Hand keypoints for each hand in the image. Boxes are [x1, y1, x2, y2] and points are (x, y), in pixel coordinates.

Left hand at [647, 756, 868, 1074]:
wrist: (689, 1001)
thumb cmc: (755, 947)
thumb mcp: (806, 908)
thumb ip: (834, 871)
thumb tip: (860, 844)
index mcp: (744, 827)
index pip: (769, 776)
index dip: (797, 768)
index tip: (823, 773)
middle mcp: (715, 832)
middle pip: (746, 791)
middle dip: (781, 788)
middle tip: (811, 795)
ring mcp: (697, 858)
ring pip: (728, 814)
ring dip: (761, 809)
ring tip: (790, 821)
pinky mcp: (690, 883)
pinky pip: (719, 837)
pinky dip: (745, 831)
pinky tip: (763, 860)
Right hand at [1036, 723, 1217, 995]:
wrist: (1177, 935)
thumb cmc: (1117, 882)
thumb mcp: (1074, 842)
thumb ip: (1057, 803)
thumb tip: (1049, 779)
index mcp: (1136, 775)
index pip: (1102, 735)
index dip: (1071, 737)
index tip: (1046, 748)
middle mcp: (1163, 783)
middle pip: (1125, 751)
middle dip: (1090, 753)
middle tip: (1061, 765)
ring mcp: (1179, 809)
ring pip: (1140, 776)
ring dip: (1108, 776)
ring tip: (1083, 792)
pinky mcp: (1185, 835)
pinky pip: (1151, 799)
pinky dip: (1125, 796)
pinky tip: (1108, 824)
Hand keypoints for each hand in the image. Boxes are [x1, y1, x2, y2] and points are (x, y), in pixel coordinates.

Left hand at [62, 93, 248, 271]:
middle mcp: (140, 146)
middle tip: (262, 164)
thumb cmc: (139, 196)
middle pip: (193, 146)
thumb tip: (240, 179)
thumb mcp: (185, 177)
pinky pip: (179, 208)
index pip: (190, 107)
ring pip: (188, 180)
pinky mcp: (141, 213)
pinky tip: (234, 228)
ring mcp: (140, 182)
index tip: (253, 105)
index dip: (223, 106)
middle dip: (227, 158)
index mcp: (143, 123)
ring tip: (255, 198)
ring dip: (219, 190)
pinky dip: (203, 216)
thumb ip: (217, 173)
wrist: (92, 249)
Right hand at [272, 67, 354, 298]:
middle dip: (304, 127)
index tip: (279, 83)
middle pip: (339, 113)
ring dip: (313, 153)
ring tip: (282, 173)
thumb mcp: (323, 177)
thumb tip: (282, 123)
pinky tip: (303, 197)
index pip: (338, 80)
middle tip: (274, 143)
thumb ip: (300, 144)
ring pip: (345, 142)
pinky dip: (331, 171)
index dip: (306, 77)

================================

▶ About this task: Which lines above contain the word "hand"? Show each of them.

▶ Written solution:
Hand keypoints for each hand in the image. Boxes are [x1, y1, x2, y2] and points are (x, y), in pixel coordinates.
Left hand at [647, 756, 868, 1074]:
Right hand at [1036, 723, 1217, 995]:
Hand keypoints for each hand in the image. Boxes are [x1, y1, x2, y2] and points are (x, y), in pixel coordinates.
Left hand at [62, 93, 248, 271]:
Right hand at [272, 67, 354, 298]:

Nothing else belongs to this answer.